• What you are asked to do
Going through the data below, copy out each line where the word "Right" shows up.

• Record excerpts
BEGIN

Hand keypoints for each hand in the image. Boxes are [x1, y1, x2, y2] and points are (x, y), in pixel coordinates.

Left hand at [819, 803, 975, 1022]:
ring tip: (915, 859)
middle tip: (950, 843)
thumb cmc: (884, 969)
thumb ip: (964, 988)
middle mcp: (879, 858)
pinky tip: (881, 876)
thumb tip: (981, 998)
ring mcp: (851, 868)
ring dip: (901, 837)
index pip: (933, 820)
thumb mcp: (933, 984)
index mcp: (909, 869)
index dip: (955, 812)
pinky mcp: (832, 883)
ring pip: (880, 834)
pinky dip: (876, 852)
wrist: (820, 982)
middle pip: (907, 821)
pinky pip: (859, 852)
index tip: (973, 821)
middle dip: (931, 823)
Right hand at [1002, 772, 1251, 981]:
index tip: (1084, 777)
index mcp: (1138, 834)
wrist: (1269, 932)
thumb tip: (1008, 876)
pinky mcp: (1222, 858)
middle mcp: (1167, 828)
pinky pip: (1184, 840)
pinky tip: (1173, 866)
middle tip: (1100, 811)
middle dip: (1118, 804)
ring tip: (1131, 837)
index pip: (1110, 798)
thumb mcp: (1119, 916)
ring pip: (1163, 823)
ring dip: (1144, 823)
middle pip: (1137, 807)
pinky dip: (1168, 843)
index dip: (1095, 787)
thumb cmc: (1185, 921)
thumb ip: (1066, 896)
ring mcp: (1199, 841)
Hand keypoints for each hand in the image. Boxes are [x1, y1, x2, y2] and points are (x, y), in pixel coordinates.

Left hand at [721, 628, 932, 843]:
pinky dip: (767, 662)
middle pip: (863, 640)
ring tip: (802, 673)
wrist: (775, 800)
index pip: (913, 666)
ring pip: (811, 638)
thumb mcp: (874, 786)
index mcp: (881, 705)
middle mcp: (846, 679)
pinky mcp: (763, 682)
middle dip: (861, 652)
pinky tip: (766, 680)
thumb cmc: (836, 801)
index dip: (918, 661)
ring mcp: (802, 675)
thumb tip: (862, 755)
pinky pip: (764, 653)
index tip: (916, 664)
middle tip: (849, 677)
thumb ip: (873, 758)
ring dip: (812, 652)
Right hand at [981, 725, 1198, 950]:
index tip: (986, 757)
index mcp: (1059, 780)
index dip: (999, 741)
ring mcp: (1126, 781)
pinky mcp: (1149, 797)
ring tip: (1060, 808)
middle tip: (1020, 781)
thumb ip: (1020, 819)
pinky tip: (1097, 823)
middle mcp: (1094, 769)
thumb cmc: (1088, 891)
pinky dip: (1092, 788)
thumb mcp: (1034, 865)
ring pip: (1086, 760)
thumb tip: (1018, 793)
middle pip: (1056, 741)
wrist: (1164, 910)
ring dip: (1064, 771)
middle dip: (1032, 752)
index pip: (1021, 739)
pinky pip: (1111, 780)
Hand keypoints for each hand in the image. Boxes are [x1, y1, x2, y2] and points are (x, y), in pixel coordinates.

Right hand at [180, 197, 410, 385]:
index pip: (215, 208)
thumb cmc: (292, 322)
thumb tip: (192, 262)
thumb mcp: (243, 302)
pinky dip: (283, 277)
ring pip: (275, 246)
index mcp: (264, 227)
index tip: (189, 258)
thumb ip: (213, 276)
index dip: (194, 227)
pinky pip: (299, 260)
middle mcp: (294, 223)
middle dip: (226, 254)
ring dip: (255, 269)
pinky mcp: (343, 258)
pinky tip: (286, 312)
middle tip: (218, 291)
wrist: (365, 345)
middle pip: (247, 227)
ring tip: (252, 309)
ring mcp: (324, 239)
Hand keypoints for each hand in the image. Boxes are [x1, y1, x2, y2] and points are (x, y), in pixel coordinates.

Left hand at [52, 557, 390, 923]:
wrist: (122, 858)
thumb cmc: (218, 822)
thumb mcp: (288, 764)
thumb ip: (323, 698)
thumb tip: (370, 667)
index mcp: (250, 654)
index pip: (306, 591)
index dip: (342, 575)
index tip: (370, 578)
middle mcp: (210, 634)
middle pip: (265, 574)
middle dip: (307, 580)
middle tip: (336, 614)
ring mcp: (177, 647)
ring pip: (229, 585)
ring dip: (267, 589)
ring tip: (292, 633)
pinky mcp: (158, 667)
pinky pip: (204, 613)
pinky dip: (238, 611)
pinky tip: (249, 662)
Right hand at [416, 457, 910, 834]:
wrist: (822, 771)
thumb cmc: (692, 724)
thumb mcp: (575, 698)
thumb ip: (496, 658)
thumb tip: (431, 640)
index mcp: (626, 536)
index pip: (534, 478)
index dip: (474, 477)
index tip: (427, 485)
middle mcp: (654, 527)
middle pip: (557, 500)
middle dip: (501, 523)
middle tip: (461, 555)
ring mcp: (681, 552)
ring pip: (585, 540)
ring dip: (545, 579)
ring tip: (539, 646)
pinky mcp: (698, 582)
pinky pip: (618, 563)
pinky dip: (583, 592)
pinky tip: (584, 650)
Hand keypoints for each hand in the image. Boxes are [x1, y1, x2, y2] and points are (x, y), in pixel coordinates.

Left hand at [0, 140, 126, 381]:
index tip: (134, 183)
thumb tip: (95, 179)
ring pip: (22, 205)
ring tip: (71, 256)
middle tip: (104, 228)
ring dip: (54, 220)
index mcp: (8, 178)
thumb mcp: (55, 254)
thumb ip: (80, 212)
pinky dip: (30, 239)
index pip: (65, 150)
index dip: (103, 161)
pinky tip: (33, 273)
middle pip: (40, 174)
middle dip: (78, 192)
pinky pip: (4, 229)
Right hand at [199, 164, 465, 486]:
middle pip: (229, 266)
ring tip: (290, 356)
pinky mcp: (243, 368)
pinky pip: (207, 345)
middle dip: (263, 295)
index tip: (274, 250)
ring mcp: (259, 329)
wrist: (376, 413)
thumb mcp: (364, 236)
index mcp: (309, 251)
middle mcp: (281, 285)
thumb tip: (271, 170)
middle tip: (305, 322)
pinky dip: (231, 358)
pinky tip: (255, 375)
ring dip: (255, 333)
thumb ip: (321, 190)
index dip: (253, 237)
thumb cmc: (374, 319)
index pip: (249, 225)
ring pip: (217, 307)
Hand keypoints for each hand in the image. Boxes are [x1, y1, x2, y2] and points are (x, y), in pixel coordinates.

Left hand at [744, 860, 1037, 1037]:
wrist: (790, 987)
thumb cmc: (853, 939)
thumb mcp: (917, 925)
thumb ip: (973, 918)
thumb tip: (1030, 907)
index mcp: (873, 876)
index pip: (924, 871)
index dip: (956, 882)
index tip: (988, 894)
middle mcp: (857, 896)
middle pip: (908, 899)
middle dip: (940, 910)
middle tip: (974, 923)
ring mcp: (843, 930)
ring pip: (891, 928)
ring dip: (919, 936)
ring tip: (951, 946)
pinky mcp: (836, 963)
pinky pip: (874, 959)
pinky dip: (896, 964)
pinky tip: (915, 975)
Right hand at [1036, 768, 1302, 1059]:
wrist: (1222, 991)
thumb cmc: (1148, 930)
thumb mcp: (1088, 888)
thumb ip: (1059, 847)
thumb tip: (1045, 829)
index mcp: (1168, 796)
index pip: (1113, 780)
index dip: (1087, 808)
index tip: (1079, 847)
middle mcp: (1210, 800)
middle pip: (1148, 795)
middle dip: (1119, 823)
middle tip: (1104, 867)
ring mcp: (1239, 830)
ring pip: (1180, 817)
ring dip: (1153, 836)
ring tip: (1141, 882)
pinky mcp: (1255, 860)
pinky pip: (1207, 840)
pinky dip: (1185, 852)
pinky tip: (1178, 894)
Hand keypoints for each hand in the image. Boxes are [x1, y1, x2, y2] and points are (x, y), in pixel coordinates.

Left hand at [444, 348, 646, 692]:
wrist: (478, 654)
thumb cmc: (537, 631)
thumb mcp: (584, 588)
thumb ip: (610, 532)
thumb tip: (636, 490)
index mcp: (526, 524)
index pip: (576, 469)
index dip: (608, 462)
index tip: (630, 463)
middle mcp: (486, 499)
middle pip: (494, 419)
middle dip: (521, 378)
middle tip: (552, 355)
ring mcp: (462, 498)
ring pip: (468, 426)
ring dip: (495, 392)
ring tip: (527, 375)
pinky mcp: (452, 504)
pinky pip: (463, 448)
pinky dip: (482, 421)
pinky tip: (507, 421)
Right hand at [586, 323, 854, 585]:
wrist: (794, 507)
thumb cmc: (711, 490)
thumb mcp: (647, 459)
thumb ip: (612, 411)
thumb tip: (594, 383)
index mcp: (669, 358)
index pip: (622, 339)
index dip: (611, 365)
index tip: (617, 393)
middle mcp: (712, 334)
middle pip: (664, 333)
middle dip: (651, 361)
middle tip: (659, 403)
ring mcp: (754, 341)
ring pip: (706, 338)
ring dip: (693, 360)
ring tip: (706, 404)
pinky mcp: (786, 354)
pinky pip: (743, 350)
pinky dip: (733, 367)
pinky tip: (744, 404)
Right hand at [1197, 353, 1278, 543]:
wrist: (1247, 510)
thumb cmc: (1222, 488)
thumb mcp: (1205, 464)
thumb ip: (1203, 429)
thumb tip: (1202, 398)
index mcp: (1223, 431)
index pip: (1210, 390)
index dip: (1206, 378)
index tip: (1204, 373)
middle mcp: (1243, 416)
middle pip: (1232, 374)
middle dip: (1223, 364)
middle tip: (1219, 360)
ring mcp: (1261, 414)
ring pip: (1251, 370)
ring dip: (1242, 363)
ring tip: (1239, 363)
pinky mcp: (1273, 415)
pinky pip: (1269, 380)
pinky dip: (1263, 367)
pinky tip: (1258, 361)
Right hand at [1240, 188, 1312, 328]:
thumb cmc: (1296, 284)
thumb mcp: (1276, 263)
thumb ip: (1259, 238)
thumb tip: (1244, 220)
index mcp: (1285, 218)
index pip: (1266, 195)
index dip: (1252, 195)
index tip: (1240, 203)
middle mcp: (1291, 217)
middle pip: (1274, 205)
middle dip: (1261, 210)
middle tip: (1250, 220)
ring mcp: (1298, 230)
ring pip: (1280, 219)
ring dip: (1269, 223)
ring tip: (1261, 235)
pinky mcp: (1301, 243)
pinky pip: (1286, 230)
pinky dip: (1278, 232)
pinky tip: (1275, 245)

END

• Answer space
Right hand at [1002, 772, 1251, 981]:
Right hand at [981, 725, 1198, 950]:
Right hand at [180, 197, 410, 385]:
Right hand at [416, 457, 910, 834]:
Right hand at [199, 164, 465, 486]:
Right hand at [1036, 768, 1302, 1059]:
Right hand at [586, 323, 854, 585]:
Right hand at [1197, 353, 1278, 543]:
Right hand at [1240, 188, 1312, 328]:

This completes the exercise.